Commercially available physical sensors that monitor traffic flow, water and air quality can provide additional information relevant to strategic planning on a city level.

The cloud-based system, supported by ORNL servers, captures these multimodal trends and displays real-time dynamics via an online dashboard.

As cities consider development, urban planners look at issues such as how many people travel in and out of the city, which events are attended and which roads are used most frequently. But the real-time population data necessary to assess these trends is not readily available.

Population information now available to US cities comes from census reports and other kinds of static data that are infrequently updated. Estimates of population density, a measure of the number of people in a given area, are limited to ambient populations or activity averaged over 24 hours.

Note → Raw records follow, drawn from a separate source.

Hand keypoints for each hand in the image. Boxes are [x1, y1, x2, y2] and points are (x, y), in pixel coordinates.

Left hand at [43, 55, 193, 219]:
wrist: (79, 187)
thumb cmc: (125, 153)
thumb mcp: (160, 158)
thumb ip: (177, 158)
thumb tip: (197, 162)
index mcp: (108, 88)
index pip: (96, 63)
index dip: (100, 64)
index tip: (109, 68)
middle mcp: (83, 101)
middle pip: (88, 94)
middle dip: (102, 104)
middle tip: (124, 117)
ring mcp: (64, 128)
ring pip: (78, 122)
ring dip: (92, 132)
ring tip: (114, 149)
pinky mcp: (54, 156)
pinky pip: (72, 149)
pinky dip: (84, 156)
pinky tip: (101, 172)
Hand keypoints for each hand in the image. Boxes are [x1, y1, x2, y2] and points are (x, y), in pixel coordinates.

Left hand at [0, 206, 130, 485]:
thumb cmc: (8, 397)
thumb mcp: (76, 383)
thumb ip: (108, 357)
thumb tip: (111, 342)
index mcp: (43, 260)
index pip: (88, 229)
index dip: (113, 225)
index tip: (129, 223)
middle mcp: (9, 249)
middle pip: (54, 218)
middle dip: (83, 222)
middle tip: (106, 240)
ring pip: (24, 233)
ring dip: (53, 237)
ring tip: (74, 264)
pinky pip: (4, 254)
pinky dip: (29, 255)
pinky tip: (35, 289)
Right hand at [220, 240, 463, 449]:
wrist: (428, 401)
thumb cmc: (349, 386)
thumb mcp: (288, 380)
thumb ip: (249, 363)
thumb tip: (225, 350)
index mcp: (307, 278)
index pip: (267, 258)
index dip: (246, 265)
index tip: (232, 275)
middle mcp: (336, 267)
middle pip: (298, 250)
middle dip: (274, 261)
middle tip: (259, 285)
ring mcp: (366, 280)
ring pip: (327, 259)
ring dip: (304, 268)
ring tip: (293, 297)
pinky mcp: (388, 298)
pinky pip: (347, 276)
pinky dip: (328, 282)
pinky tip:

These data do not tell cities where people are at a given time of day. UrbanSense augments existing technologies by offering near real-time estimates of urban population activity. This is a huge improvement over anything cities have had before.

—Gautam Thakur

Cities can use this fine-resolution population and traffic data to optimize infrastructure, evaluate retail markets, manage traffic for local events and more strategically assess their development potential. The initial feedback from users has been positive.

Thakur also highlighted another advantage—the sensor network can be configured to include other kinds of data.

Our design is scalable and can include additional sensors, so it can easily be tailored to the unique needs of individual cities and the kinds of trends they are interested in examining.

—Gautam Thakur

Kuruganti and Thakur are working to optimize UrbanSense and expand on the prototype.

The Urban Dynamics Institute, located at ORNL, is pursuing novel science and technological solutions for global to local urban challenges.